■ **Exercise description**
Pull out of the data below the stretch of lines bounded by the one containing "thumb ip: (159, 191)" and the one containing "wrist: (736, 878)", both bounds included, unchanged.

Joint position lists
——
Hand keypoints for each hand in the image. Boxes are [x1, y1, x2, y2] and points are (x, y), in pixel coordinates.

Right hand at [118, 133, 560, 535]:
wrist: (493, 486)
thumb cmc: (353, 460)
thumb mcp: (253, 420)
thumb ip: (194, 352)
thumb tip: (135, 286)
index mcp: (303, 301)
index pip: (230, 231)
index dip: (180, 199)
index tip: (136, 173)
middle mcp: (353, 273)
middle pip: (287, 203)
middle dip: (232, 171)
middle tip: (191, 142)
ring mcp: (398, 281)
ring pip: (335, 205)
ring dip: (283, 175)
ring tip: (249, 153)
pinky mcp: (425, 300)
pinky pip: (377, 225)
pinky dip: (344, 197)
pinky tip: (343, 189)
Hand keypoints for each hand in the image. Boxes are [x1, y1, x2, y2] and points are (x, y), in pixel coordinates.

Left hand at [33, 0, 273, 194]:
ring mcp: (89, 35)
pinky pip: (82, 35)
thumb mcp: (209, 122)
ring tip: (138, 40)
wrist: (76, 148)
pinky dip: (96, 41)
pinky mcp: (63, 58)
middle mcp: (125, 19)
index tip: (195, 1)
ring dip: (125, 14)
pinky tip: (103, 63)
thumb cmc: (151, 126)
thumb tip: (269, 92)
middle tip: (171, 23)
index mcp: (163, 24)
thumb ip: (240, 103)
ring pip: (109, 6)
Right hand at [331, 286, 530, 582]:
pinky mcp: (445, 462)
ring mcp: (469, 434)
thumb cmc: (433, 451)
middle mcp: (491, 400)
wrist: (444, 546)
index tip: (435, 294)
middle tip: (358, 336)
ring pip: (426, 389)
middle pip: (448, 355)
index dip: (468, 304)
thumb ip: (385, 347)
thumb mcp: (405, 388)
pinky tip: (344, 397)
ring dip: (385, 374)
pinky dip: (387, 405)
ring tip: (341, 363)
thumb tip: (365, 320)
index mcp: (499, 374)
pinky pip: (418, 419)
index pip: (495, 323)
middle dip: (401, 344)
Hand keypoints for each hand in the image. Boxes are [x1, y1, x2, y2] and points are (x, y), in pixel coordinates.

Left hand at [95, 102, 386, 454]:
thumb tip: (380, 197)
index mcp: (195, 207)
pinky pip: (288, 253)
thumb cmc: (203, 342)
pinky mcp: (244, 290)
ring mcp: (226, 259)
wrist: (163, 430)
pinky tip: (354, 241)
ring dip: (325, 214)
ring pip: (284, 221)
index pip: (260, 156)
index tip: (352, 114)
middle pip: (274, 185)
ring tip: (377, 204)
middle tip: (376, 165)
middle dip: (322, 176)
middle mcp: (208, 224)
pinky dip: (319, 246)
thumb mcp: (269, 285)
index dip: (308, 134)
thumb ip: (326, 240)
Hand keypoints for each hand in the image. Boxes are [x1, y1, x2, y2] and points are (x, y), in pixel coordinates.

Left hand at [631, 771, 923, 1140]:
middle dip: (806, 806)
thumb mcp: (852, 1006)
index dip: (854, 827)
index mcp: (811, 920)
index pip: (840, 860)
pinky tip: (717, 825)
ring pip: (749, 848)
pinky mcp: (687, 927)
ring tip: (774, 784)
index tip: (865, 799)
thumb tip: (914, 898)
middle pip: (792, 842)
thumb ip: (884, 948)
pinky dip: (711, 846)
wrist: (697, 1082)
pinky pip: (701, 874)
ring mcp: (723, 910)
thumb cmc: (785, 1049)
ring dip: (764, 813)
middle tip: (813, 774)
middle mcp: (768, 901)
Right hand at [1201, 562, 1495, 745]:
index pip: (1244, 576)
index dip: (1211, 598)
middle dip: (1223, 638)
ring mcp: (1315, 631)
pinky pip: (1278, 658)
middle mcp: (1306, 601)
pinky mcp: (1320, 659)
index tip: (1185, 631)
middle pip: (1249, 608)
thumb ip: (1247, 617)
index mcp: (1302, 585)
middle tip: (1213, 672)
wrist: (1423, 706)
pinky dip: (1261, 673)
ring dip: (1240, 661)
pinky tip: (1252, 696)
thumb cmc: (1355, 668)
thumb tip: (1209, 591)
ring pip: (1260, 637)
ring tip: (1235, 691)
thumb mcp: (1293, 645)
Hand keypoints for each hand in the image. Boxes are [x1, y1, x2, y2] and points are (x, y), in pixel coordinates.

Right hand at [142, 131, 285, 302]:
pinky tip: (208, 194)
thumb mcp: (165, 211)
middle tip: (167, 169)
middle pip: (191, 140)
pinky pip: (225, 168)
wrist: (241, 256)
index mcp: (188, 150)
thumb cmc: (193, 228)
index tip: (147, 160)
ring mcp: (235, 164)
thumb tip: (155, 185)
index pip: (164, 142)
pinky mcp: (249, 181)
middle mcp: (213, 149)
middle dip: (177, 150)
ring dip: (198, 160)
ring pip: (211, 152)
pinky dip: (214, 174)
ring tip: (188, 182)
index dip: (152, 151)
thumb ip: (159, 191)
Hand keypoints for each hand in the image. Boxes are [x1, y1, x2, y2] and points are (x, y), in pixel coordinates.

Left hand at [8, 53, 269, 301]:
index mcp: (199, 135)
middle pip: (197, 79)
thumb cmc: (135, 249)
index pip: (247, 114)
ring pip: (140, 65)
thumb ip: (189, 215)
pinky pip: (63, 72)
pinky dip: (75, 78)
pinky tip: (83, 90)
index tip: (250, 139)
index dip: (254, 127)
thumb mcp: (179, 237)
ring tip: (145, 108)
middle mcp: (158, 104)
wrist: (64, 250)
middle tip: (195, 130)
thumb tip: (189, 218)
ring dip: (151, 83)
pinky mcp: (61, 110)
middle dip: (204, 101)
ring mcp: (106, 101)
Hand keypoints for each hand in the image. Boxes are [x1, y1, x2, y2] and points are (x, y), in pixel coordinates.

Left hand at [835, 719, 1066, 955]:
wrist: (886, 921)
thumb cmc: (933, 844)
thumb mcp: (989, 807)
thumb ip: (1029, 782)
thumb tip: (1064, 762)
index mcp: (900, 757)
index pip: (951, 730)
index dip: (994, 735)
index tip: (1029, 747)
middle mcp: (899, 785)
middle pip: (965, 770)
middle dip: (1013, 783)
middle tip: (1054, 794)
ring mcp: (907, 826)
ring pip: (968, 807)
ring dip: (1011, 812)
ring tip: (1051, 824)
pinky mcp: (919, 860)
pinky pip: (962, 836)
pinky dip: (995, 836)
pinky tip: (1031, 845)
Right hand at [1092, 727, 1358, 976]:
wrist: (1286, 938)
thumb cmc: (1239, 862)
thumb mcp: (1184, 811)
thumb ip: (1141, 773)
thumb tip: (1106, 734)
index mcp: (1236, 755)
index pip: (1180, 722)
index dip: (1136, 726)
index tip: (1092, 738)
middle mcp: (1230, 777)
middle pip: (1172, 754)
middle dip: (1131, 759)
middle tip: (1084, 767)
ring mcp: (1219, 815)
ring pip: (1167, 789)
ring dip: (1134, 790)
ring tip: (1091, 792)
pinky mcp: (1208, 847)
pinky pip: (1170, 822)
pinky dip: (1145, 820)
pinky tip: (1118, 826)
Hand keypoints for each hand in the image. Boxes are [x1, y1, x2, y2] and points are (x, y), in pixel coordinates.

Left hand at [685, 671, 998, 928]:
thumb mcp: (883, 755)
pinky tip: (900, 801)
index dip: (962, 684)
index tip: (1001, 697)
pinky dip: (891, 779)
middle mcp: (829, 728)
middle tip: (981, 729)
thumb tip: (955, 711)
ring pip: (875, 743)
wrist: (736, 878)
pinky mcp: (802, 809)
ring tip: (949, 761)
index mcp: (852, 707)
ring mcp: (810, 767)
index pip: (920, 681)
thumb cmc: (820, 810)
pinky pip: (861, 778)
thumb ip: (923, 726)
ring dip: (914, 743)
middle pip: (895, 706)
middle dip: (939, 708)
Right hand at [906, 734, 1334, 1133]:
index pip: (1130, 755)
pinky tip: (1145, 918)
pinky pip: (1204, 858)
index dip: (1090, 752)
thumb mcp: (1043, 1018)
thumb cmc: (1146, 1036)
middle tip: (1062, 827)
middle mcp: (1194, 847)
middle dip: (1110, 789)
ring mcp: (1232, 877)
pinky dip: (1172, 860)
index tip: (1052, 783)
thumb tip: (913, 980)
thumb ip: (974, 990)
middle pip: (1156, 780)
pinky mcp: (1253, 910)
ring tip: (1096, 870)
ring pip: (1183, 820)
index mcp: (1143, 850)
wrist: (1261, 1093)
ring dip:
——
■ **Written answer**
thumb ip: (159, 191)
Hand keypoints for each hand in the image. Boxes are [x1, y1, x2, y2] and points are (x, y), in pixel coordinates.

Left hand at [8, 53, 269, 301]:
index mcp: (199, 135)
middle pip: (197, 79)
thumb cmc: (135, 249)
index pip: (247, 114)
ring pip: (140, 65)
thumb ip: (189, 215)
pinky pip: (63, 72)
pinky dip: (75, 78)
pinky tip: (83, 90)
index tip: (250, 139)
index dip: (254, 127)
thumb mcp: (179, 237)
ring tip: (145, 108)
middle mcp: (158, 104)
wrist: (64, 250)
middle tip: (195, 130)
thumb tip: (189, 218)
ring dip: (151, 83)
pinky mcp: (61, 110)
middle dip: (204, 101)
ring mcp: (106, 101)
Hand keypoints for each hand in the image. Boxes are [x1, y1, x2, y2] and points are (x, y), in pixel coordinates.

Left hand at [835, 719, 1066, 955]:
wrist: (886, 921)
thumb cmc: (933, 844)
thumb mcp: (989, 807)
thumb ip: (1029, 782)
thumb tip: (1064, 762)
index mcp: (900, 757)
index pip: (951, 730)
index dip: (994, 735)
index tip: (1029, 747)
middle mcp: (899, 785)
middle pip: (965, 770)
middle dip: (1013, 783)
middle tip: (1054, 794)
ring mcp: (907, 826)
ring pip: (968, 807)
ring dip: (1011, 812)
ring tip: (1051, 824)
pinky mcp: (919, 860)
pinky pip: (962, 836)
pinky dip: (995, 836)
pinky tip: (1031, 845)
Right hand at [1092, 727, 1358, 976]:
wrist: (1286, 938)
thumb cmc: (1239, 862)
thumb mcp: (1184, 811)
thumb ip: (1141, 773)
thumb tip: (1106, 734)
index mcp: (1236, 755)
index pip: (1180, 722)
index dip: (1136, 726)
index tip: (1092, 738)
middle mcp: (1230, 777)
middle pip: (1172, 754)
middle dip: (1131, 759)
middle tip: (1084, 767)
ring mcp: (1219, 815)
ring pip: (1167, 789)
ring dip: (1134, 790)
ring tip: (1091, 792)
pinky mcp: (1208, 847)
pinky pip: (1170, 822)
pinky dip: (1145, 820)
pinky tip: (1118, 826)
Hand keypoints for each hand in the image. Boxes are [x1, y1, x2, y2] and points are (x, y), in pixel coordinates.

Left hand at [685, 671, 998, 928]:
thumb mcp: (883, 755)
pinky tip: (900, 801)
index dip: (962, 684)
index tip: (1001, 697)
pinky dip: (891, 779)
middle mcp: (829, 728)
middle tip: (981, 729)
thumb tip: (955, 711)
ring pip: (875, 743)
wrist: (736, 878)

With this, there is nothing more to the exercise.